15 Schließlich richtet sich die Revision in ihrer Zulässigkeitsbegründung gegen die vom BVwG vorgenommene Interessenabwägung nach § 9 BFA VG und bringt vor, das BVwG habe nicht berücksichtigt, dass die persönlichen Interessen des Revisionswerbers die öffentlichen Interessen überwiegen würden und die innerhalb der Frist von zwei Jahren erlangte Integration des Revisionswerbers außergewöhnlich sei.
16 Nach der ständigen Rechtsprechung des Verwaltungsgerichtshofes ist eine unter Bedachtnahme auf die jeweiligen Umstände des Einzelfalls in Form einer Gesamtbetrachtung durchgeführte Interessenabwägung im Sinn des Art. 8 EMRK im Allgemeinen wenn kein relevanter Verfahrensmangel aufgezeigt wird und sie in vertretbarer Weise im Rahmen der von der Rechtsprechung entwickelten Grundsätze vorgenommen wurde nicht revisibel (vgl. VwGH 12.9.2023, Ra 2022/19/0051, mwN).

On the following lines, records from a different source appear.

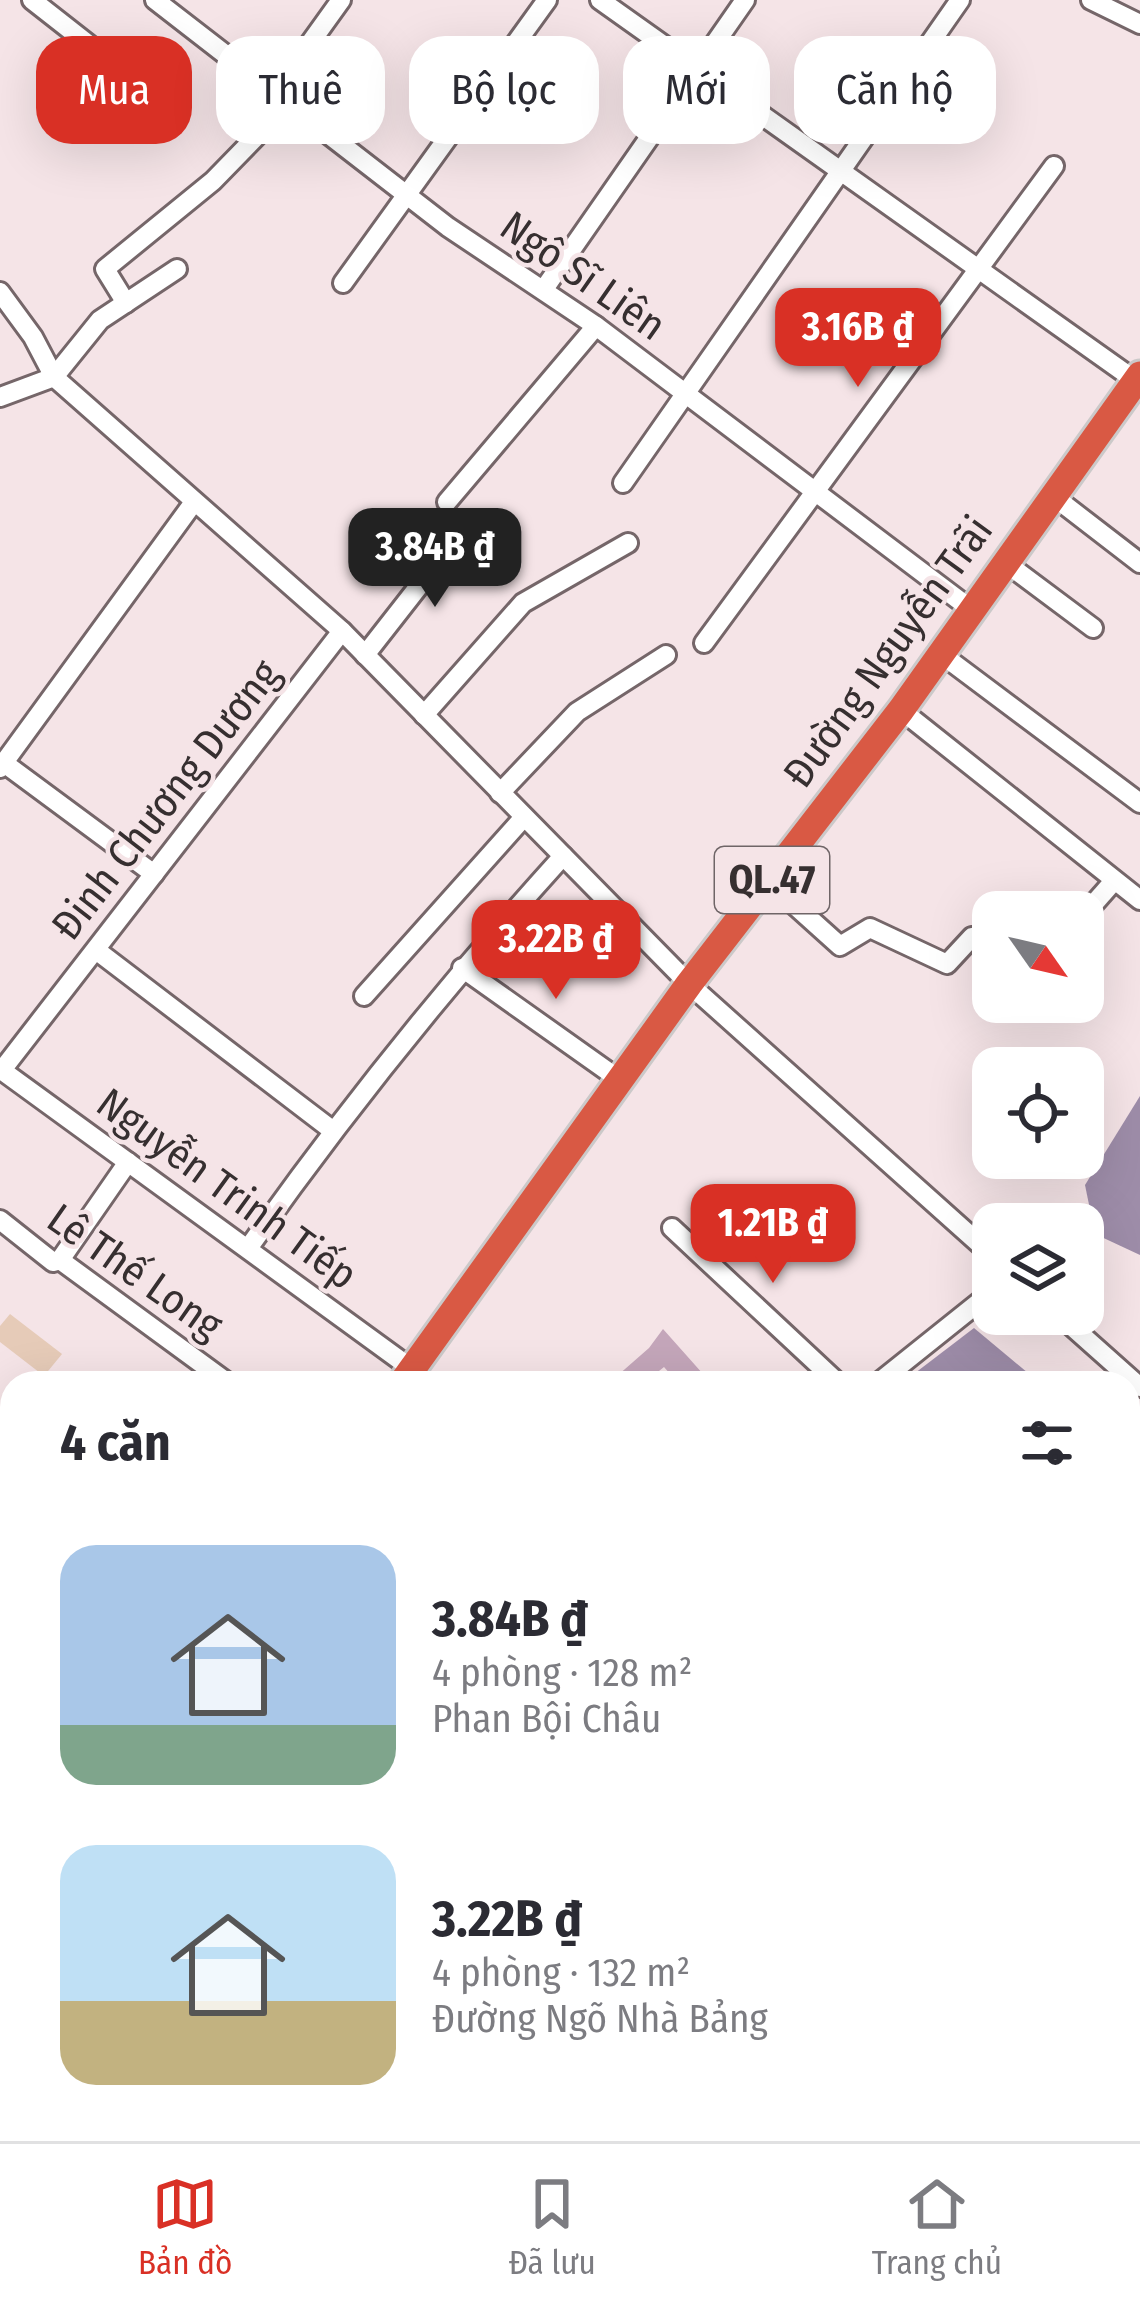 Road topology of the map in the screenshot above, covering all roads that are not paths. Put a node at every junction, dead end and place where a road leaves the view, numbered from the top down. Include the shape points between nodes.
1 (32, 0) edge
2 (341, 0) edge
3 (547, 0) edge
4 (600, 0) edge
5 (745, 0) edge
6 (960, 0) edge
7 (1091, 0) edge
8 (164, 3) edge
9 (1140, 24) edge
10 (79, 36) edge
11 (319, 36) edge
12 (650, 36) edge
13 (720, 36) edge
14 (216, 45) edge
15 (770, 122) edge
16 (244, 144) edge
17 (341, 144) edge
18 (645, 144) edge
19 (1054, 166) dead end
20 (838, 170) junction
21 (406, 195) junction
22 (177, 268) dead end
23 (980, 272) junction
24 (343, 283) dead end
25 (544, 289) junction
26 (0, 292) edge
27 (126, 303) junction
28 (596, 326) junction
29 (54, 377) junction
30 (1136, 387) edge
31 (684, 393) junction
32 (0, 397) edge
33 (622, 483) dead end
34 (817, 491) junction
35 (1053, 496) junction
36 (194, 502) junction
37 (447, 502) dead end
38 (462, 531) dead end
39 (628, 543) dead end
40 (1006, 563) junction
41 (1140, 563) edge
42 (972, 610) junction
43 (1093, 628) dead end
44 (342, 631) junction
45 (704, 644) dead end
46 (941, 653) junction
47 (365, 655) junction
48 (666, 655) dead end
49 (901, 710) junction
50 (424, 715) junction
51 (2, 766) edge
52 (500, 793) junction
53 (1140, 803) edge
54 (524, 817) junction
55 (563, 856) junction
56 (154, 874) junction
57 (1113, 882) junction
58 (770, 883) junction
59 (1104, 892) edge
60 (1140, 900) edge
61 (972, 937) edge
62 (96, 950) junction
63 (461, 968) junction
64 (689, 984) junction
65 (364, 996) dead end
66 (1, 1069) edge
67 (620, 1080) junction
68 (332, 1130) junction
69 (128, 1162) junction
70 (0, 1220) edge
71 (672, 1228) dead end
72 (972, 1237) edge
73 (249, 1247) junction
74 (60, 1260) junction
75 (972, 1308) edge
76 (1082, 1335) edge
77 (212, 1371) edge
78 (401, 1371) edge
79 (411, 1371) edge
80 (825, 1371) edge
81 (893, 1371) edge
82 (1122, 1371) edge

1 - 10 street
2 - 11 street
3 - 21 street
4 - 12 street
5 - 13 street
6 - 20 street
7 - 9 street
8 - 14 street, Ngô Sĩ Liên
15 - 20 street
16 - 27 street via 213,181 106,269
17 - 21 street, Ngô Sĩ Liên
18 - 25 street
19 - 23 street
20 - 23 street
20 - 31 street
21 - 24 street
21 - 25 street, Ngô Sĩ Liên
22 - 27 street
23 - 30 street
23 - 34 street
25 - 28 street, Ngô Sĩ Liên
26 - 29 street
27 - 29 street via 100,320
28 - 31 street, Ngô Sĩ Liên
28 - 37 street
29 - 32 street
29 - 36 street
30 - 35 highway, Đường Nguyễn Trãi / QL.47
31 - 33 street
31 - 34 street, Ngô Sĩ Liên
34 - 42 street, Ngô Sĩ Liên
34 - 45 street
35 - 40 highway, Đường Nguyễn Trãi / QL.47
35 - 41 street
36 - 44 street
36 - 51 street
38 - 47 street
39 - 50 street via 523,603
40 - 42 highway, Đường Nguyễn Trãi / QL.47
40 - 43 street
42 - 46 highway, Đường Nguyễn Trãi / QL.47
44 - 47 street
44 - 56 street, Đinh Chương Dương
46 - 49 highway, Đường Nguyễn Trãi / QL.47
46 - 53 street
47 - 50 street
48 - 52 street via 578,712
49 - 57 street
49 - 58 highway, Đường Nguyễn Trãi / QL.47
50 - 52 street
51 - 56 street
52 - 54 street
54 - 55 street
54 - 65 street
55 - 63 street
55 - 64 street
56 - 62 street, Đinh Chương Dương
57 - 59 street
57 - 60 street
58 - 61 street via 840,946 870,928 947,964
58 - 64 highway, Đường Nguyễn Trãi / QL.47
62 - 66 street, Đinh Chương Dương
62 - 68 street
63 - 67 street
63 - 68 street
64 - 67 highway, Đường Nguyễn Trãi / QL.47
64 - 72 street
66 - 69 street, Nguyễn Trinh Tiếp
67 - 79 highway, Đường Nguyễn Trãi / QL.47
68 - 73 street
69 - 73 street, Nguyễn Trinh Tiếp
69 - 74 street
70 - 74 street, Lê Thế Long
71 - 80 street
73 - 78 street, Nguyễn Trinh Tiếp
74 - 77 street, Lê Thế Long
75 - 81 street
76 - 82 street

17 Die Revision zeigt mit ihrem pauschalen Vorbringen nicht auf, dass die Interessenabwägung des BVwG unvertretbar wäre. Die geltend gemachten Aspekte wurden vom BVwG ohnedies berücksichtigt.
18 In der Revision werden sohin keine Rechtsfragen aufgeworfen, denen im Sinne des Art. 133 Abs. 4 B VG grundsätzliche Bedeutung zukäme. Die Revision war daher gemäß § 34 Abs. 1 VwGG ohne weiteres Verfahren zurückzuweisen.